(Stored data entries)

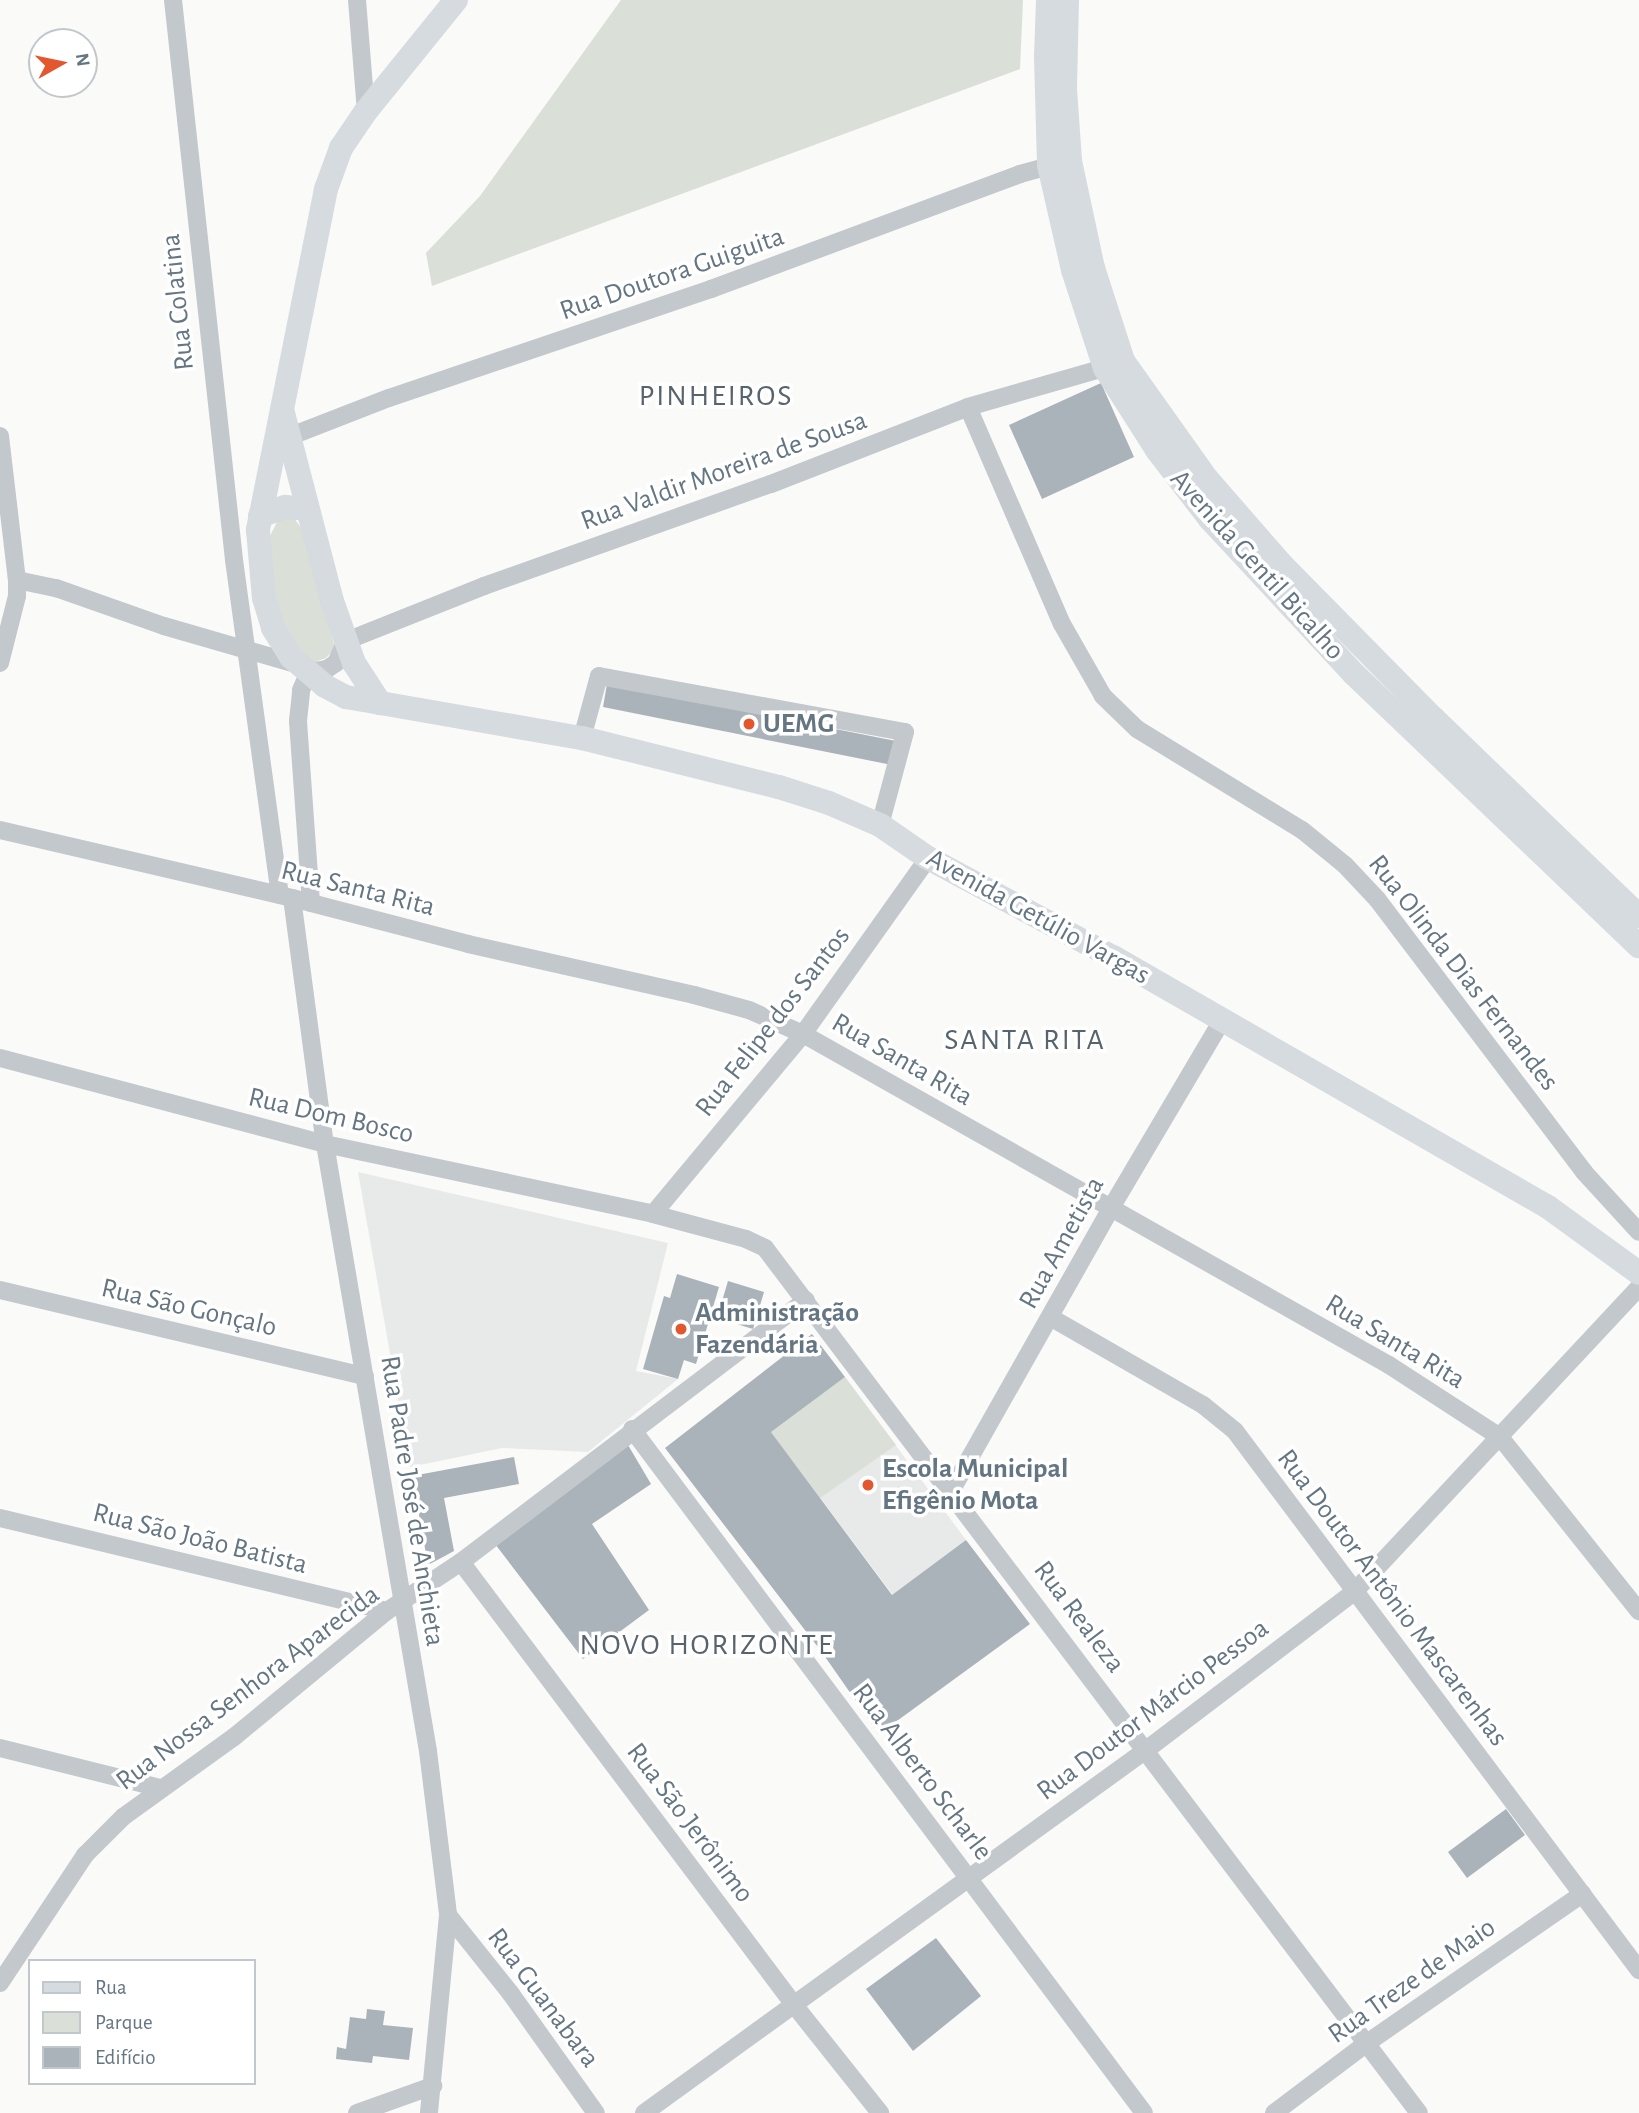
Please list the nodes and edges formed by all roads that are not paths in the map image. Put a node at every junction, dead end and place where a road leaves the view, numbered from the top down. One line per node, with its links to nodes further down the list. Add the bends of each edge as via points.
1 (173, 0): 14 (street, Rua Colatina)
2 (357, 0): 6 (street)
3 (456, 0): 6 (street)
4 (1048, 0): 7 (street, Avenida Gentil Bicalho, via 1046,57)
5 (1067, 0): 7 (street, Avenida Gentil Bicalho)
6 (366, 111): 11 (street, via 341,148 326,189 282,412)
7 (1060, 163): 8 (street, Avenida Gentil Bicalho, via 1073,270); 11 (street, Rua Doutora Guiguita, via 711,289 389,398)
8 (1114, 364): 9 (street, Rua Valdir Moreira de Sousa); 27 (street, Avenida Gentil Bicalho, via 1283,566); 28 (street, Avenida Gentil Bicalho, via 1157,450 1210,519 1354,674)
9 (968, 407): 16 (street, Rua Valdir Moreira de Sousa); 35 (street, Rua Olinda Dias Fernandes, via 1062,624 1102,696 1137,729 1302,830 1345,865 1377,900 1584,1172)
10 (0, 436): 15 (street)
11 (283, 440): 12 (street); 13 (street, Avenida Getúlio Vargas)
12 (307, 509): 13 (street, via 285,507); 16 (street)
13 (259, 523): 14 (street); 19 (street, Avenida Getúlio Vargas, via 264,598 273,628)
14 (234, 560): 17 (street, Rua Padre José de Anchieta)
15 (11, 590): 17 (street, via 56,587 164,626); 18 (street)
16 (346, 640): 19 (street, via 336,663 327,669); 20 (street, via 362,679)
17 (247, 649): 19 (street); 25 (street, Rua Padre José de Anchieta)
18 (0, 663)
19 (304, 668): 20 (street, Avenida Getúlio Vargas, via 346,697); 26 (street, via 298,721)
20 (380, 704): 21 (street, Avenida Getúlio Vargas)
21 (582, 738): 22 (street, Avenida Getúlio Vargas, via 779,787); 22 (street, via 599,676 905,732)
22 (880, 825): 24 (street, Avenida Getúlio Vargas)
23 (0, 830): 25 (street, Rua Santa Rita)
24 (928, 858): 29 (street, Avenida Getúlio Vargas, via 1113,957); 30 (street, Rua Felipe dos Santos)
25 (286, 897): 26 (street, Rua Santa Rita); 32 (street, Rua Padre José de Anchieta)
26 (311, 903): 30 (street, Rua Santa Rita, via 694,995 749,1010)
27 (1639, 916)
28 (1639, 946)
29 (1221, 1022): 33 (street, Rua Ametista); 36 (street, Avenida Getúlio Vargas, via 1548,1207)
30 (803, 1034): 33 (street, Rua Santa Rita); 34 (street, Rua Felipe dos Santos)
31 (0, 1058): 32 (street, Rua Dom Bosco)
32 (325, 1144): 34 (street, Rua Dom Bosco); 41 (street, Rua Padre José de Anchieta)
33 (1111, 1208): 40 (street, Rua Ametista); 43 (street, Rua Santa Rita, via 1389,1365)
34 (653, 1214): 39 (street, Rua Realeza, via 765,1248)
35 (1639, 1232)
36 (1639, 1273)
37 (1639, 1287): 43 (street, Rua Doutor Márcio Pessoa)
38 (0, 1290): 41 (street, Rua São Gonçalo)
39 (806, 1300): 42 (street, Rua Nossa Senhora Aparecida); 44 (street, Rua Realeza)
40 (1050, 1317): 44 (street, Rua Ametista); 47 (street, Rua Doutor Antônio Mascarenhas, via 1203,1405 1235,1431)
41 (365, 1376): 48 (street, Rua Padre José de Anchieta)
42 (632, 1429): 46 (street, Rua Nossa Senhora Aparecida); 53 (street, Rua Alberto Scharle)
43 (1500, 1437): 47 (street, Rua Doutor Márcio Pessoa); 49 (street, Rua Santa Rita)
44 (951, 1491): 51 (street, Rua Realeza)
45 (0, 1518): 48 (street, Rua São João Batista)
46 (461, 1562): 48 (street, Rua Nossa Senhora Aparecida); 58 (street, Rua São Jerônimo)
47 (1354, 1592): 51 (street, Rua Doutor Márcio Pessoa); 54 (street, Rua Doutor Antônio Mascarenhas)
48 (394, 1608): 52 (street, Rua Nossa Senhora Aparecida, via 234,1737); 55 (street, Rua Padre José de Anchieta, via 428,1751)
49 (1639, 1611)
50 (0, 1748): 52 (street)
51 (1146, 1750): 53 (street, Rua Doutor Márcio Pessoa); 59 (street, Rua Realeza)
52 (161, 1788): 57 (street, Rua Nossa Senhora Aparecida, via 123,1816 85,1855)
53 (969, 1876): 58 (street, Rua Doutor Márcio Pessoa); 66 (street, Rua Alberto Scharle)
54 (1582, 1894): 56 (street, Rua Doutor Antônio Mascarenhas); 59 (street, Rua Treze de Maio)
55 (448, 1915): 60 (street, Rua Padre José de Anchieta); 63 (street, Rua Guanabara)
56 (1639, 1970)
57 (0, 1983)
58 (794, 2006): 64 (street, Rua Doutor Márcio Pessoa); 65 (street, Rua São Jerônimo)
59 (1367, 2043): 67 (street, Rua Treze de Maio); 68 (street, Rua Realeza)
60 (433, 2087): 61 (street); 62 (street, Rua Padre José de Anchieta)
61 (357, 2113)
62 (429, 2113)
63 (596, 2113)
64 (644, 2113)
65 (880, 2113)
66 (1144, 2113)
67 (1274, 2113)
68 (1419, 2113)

◆ **Work order**: Print every line of the data exactly. Pictures do not belong in the copy.

◆ **Response to the exercise**:
Please list the nodes and edges formed by all roads that are not paths in the map image. Put a node at every junction, dead end and place where a road leaves the view, numbered from the top down. One line per node, with its links to nodes further down the list. Add the bends of each edge as via points.
1 (173, 0): 14 (street, Rua Colatina)
2 (357, 0): 6 (street)
3 (456, 0): 6 (street)
4 (1048, 0): 7 (street, Avenida Gentil Bicalho, via 1046,57)
5 (1067, 0): 7 (street, Avenida Gentil Bicalho)
6 (366, 111): 11 (street, via 341,148 326,189 282,412)
7 (1060, 163): 8 (street, Avenida Gentil Bicalho, via 1073,270); 11 (street, Rua Doutora Guiguita, via 711,289 389,398)
8 (1114, 364): 9 (street, Rua Valdir Moreira de Sousa); 27 (street, Avenida Gentil Bicalho, via 1283,566); 28 (street, Avenida Gentil Bicalho, via 1157,450 1210,519 1354,674)
9 (968, 407): 16 (street, Rua Valdir Moreira de Sousa); 35 (street, Rua Olinda Dias Fernandes, via 1062,624 1102,696 1137,729 1302,830 1345,865 1377,900 1584,1172)
10 (0, 436): 15 (street)
11 (283, 440): 12 (street); 13 (street, Avenida Getúlio Vargas)
12 (307, 509): 13 (street, via 285,507); 16 (street)
13 (259, 523): 14 (street); 19 (street, Avenida Getúlio Vargas, via 264,598 273,628)
14 (234, 560): 17 (street, Rua Padre José de Anchieta)
15 (11, 590): 17 (street, via 56,587 164,626); 18 (street)
16 (346, 640): 19 (street, via 336,663 327,669); 20 (street, via 362,679)
17 (247, 649): 19 (street); 25 (street, Rua Padre José de Anchieta)
18 (0, 663)
19 (304, 668): 20 (street, Avenida Getúlio Vargas, via 346,697); 26 (street, via 298,721)
20 (380, 704): 21 (street, Avenida Getúlio Vargas)
21 (582, 738): 22 (street, Avenida Getúlio Vargas, via 779,787); 22 (street, via 599,676 905,732)
22 (880, 825): 24 (street, Avenida Getúlio Vargas)
23 (0, 830): 25 (street, Rua Santa Rita)
24 (928, 858): 29 (street, Avenida Getúlio Vargas, via 1113,957); 30 (street, Rua Felipe dos Santos)
25 (286, 897): 26 (street, Rua Santa Rita); 32 (street, Rua Padre José de Anchieta)
26 (311, 903): 30 (street, Rua Santa Rita, via 694,995 749,1010)
27 (1639, 916)
28 (1639, 946)
29 (1221, 1022): 33 (street, Rua Ametista); 36 (street, Avenida Getúlio Vargas, via 1548,1207)
30 (803, 1034): 33 (street, Rua Santa Rita); 34 (street, Rua Felipe dos Santos)
31 (0, 1058): 32 (street, Rua Dom Bosco)
32 (325, 1144): 34 (street, Rua Dom Bosco); 41 (street, Rua Padre José de Anchieta)
33 (1111, 1208): 40 (street, Rua Ametista); 43 (street, Rua Santa Rita, via 1389,1365)
34 (653, 1214): 39 (street, Rua Realeza, via 765,1248)
35 (1639, 1232)
36 (1639, 1273)
37 (1639, 1287): 43 (street, Rua Doutor Márcio Pessoa)
38 (0, 1290): 41 (street, Rua São Gonçalo)
39 (806, 1300): 42 (street, Rua Nossa Senhora Aparecida); 44 (street, Rua Realeza)
40 (1050, 1317): 44 (street, Rua Ametista); 47 (street, Rua Doutor Antônio Mascarenhas, via 1203,1405 1235,1431)
41 (365, 1376): 48 (street, Rua Padre José de Anchieta)
42 (632, 1429): 46 (street, Rua Nossa Senhora Aparecida); 53 (street, Rua Alberto Scharle)
43 (1500, 1437): 47 (street, Rua Doutor Márcio Pessoa); 49 (street, Rua Santa Rita)
44 (951, 1491): 51 (street, Rua Realeza)
45 (0, 1518): 48 (street, Rua São João Batista)
46 (461, 1562): 48 (street, Rua Nossa Senhora Aparecida); 58 (street, Rua São Jerônimo)
47 (1354, 1592): 51 (street, Rua Doutor Márcio Pessoa); 54 (street, Rua Doutor Antônio Mascarenhas)
48 (394, 1608): 52 (street, Rua Nossa Senhora Aparecida, via 234,1737); 55 (street, Rua Padre José de Anchieta, via 428,1751)
49 (1639, 1611)
50 (0, 1748): 52 (street)
51 (1146, 1750): 53 (street, Rua Doutor Márcio Pessoa); 59 (street, Rua Realeza)
52 (161, 1788): 57 (street, Rua Nossa Senhora Aparecida, via 123,1816 85,1855)
53 (969, 1876): 58 (street, Rua Doutor Márcio Pessoa); 66 (street, Rua Alberto Scharle)
54 (1582, 1894): 56 (street, Rua Doutor Antônio Mascarenhas); 59 (street, Rua Treze de Maio)
55 (448, 1915): 60 (street, Rua Padre José de Anchieta); 63 (street, Rua Guanabara)
56 (1639, 1970)
57 (0, 1983)
58 (794, 2006): 64 (street, Rua Doutor Márcio Pessoa); 65 (street, Rua São Jerônimo)
59 (1367, 2043): 67 (street, Rua Treze de Maio); 68 (street, Rua Realeza)
60 (433, 2087): 61 (street); 62 (street, Rua Padre José de Anchieta)
61 (357, 2113)
62 (429, 2113)
63 (596, 2113)
64 (644, 2113)
65 (880, 2113)
66 (1144, 2113)
67 (1274, 2113)
68 (1419, 2113)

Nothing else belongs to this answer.